A copy is needed of each line in the records that has the word "roads".

+++ Data for review

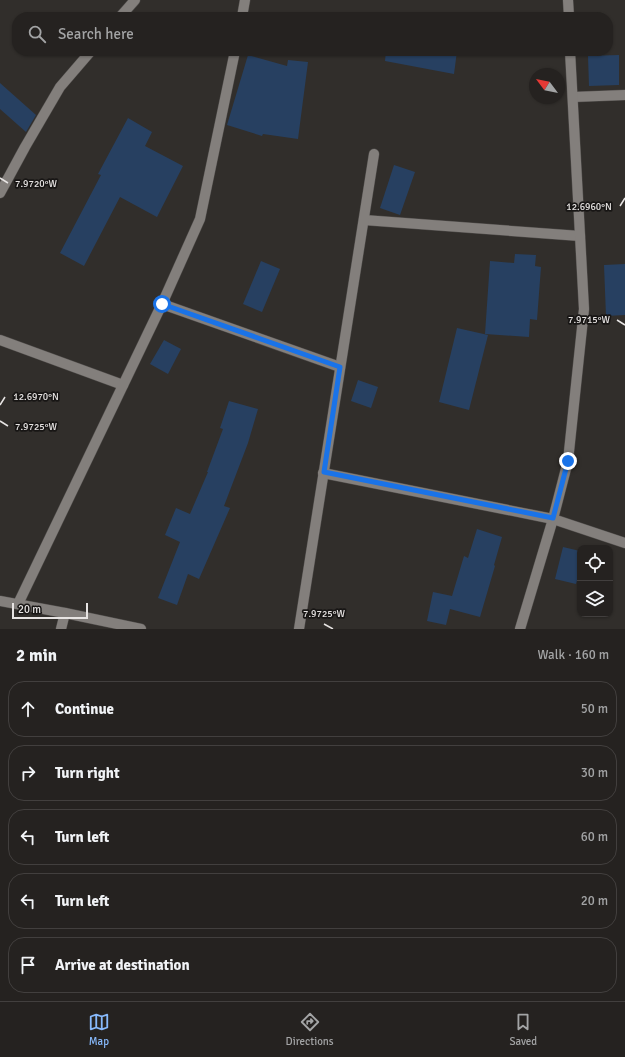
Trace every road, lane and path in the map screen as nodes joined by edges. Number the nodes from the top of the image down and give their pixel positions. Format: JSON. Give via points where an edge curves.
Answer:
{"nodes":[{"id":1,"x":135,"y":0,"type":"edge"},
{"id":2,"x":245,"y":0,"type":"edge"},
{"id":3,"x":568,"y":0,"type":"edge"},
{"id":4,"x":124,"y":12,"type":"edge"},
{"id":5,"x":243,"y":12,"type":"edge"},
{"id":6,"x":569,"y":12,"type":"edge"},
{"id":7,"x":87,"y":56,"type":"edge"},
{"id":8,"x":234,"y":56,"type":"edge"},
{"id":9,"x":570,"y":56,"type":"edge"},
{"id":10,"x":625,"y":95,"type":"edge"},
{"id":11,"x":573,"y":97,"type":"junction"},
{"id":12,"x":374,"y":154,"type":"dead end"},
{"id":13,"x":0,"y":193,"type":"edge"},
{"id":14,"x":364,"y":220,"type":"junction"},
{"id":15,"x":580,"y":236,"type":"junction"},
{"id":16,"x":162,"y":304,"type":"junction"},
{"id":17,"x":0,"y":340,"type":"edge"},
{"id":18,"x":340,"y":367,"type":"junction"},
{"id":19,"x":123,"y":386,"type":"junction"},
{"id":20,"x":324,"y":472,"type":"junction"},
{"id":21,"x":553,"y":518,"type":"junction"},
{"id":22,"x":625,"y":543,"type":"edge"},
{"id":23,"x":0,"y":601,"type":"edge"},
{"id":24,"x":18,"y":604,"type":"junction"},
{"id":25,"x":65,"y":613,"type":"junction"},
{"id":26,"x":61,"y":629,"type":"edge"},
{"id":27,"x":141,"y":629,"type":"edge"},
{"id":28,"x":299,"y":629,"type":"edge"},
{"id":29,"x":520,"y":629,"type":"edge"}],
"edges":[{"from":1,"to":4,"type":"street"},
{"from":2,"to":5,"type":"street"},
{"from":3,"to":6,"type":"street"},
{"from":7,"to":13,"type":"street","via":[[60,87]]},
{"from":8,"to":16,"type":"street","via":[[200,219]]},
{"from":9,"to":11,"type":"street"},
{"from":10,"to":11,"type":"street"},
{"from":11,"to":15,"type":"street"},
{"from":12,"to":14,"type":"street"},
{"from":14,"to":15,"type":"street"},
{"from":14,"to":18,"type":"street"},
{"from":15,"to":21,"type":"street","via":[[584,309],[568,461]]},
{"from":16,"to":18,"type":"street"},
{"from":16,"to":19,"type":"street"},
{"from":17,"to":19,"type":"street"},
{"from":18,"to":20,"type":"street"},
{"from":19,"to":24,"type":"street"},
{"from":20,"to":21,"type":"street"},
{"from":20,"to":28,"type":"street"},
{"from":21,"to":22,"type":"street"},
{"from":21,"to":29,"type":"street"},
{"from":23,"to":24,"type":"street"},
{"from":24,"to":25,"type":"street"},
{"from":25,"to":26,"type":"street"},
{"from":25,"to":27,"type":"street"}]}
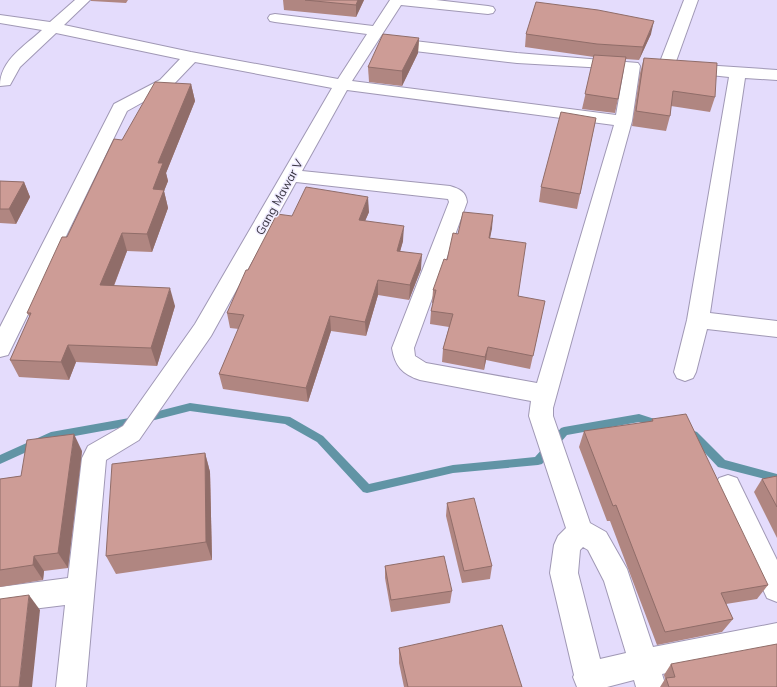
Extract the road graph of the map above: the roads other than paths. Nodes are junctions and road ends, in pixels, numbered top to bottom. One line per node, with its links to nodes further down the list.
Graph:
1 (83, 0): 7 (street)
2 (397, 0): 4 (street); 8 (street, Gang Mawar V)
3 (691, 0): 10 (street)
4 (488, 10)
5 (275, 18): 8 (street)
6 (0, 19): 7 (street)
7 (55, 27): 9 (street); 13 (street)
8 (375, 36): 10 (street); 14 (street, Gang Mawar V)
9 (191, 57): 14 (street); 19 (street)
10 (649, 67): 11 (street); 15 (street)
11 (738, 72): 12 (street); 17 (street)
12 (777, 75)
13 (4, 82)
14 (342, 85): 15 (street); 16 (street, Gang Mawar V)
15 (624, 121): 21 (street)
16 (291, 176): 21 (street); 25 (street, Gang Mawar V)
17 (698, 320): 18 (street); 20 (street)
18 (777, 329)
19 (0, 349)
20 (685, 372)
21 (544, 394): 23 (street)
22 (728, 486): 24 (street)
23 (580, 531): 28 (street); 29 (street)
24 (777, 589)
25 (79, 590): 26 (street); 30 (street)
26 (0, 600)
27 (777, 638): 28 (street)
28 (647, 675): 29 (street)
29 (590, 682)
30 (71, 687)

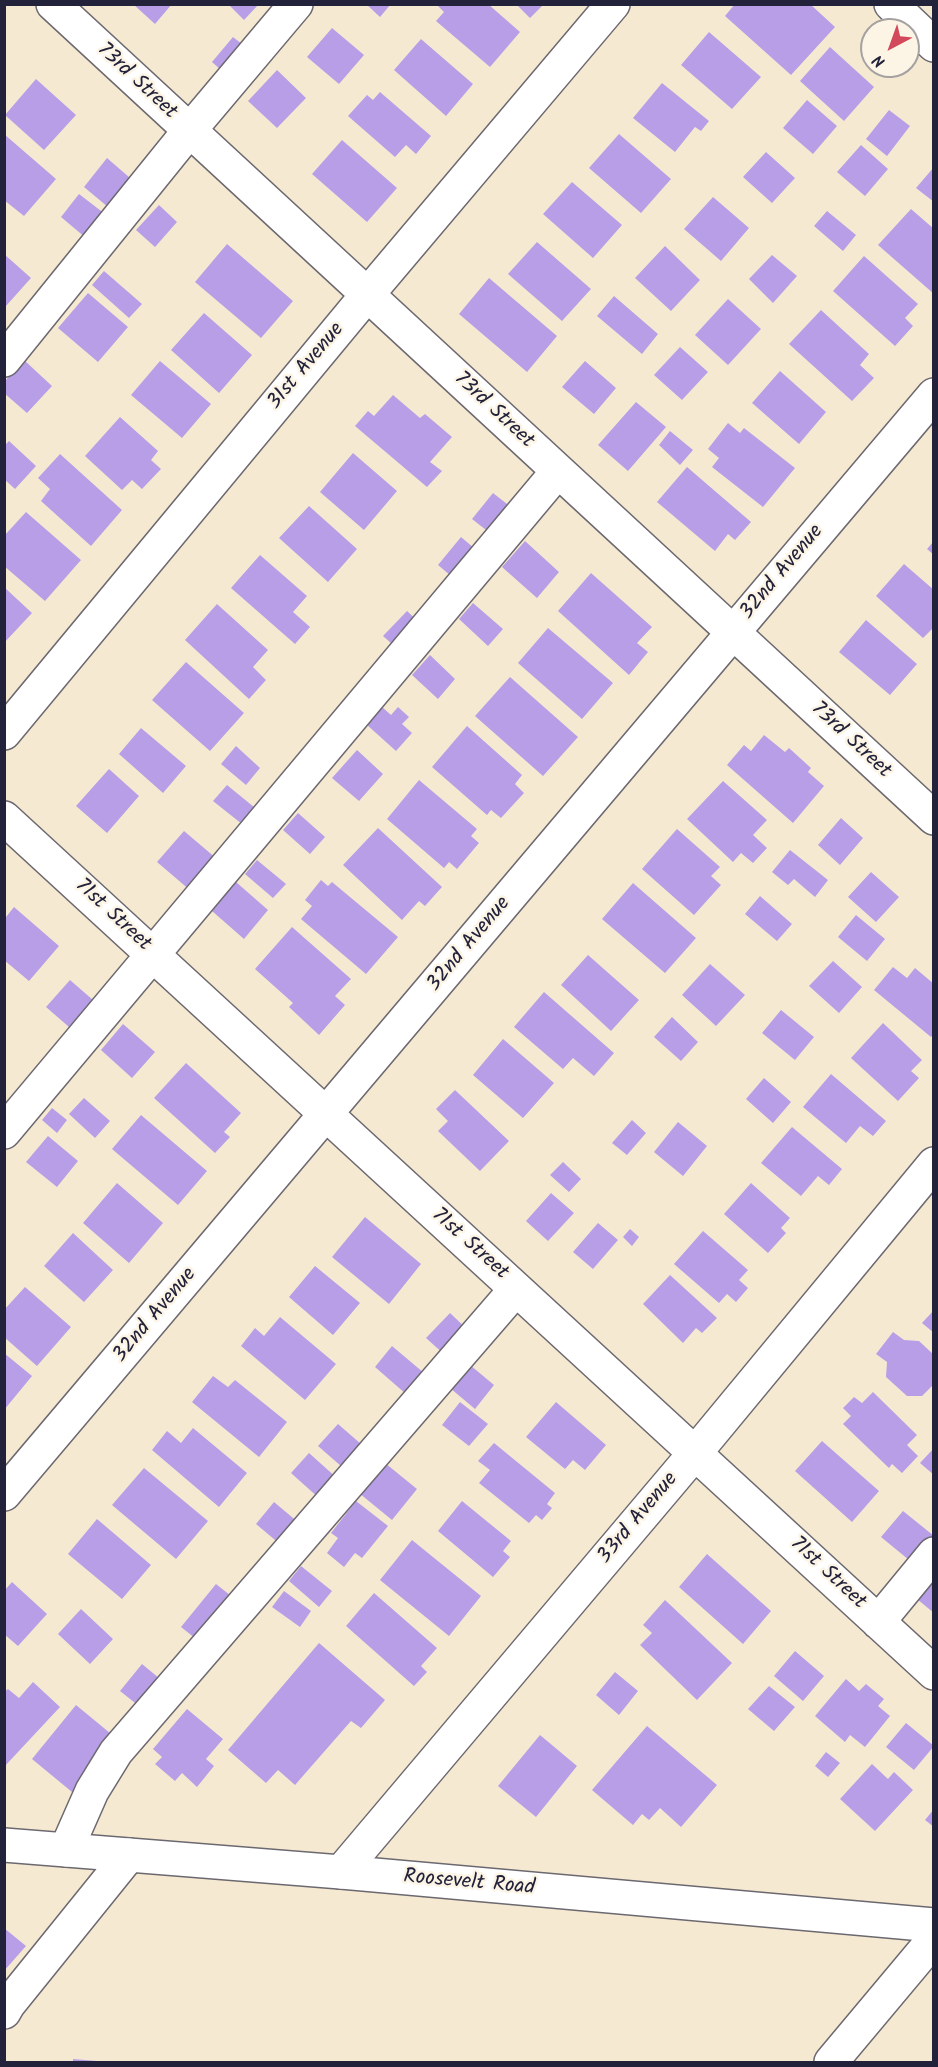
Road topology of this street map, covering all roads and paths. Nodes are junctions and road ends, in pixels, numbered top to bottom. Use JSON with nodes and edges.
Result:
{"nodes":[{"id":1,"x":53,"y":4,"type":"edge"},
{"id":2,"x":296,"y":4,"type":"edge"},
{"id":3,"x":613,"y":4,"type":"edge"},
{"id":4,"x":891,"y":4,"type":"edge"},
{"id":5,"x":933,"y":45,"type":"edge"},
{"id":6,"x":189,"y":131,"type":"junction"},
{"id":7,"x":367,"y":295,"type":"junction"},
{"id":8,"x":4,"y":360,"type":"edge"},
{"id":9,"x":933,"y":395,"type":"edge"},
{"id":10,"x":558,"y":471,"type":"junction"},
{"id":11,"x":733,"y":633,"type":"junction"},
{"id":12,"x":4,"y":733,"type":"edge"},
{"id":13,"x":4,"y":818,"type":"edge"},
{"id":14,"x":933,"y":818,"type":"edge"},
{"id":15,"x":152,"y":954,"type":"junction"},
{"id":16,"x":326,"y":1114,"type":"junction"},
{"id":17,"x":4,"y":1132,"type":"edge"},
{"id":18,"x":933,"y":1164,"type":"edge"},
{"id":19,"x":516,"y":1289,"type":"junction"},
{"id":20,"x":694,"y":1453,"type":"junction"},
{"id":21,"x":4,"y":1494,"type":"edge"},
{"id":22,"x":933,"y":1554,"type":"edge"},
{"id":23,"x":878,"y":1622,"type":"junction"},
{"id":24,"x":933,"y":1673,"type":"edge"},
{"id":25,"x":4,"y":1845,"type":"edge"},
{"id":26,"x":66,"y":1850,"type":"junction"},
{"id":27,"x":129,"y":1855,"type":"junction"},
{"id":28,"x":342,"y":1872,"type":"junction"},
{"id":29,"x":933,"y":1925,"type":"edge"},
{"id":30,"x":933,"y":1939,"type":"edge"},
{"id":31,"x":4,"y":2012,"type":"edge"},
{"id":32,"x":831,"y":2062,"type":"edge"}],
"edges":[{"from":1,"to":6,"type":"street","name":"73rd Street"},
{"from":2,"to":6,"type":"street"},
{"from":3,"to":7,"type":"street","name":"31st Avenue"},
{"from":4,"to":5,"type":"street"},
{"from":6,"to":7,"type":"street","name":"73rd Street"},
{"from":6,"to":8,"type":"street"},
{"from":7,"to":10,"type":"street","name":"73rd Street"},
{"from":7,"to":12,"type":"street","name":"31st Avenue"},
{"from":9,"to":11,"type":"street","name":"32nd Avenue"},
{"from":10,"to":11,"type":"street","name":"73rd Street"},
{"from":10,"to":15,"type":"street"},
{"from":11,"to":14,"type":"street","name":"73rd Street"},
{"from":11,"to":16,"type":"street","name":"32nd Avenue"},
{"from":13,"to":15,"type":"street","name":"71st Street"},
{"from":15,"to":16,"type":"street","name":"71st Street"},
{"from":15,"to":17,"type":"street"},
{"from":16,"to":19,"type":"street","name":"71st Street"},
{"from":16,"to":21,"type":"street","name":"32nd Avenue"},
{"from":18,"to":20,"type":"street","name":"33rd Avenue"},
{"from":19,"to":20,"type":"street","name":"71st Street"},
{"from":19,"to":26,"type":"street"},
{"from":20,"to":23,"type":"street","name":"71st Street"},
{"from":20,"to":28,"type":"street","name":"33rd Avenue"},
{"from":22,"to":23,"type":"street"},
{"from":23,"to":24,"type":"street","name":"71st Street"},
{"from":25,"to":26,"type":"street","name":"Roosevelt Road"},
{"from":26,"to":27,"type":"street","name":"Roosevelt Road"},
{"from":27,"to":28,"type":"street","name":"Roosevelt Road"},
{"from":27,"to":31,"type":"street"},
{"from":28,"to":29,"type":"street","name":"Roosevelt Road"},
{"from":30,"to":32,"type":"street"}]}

++++++

- Solution below -
Extract the road graph of the map above: the roads other than paths. Nodes are junctions and road ends, in pixels, numbered top to bottom. One line per node, with its links to nodes further down the list.
Road topology of this street map, covering all roads and paths. Nodes are junctions and road ends, in pixels, numbered top to bottom. Use JSON with nodes and edges.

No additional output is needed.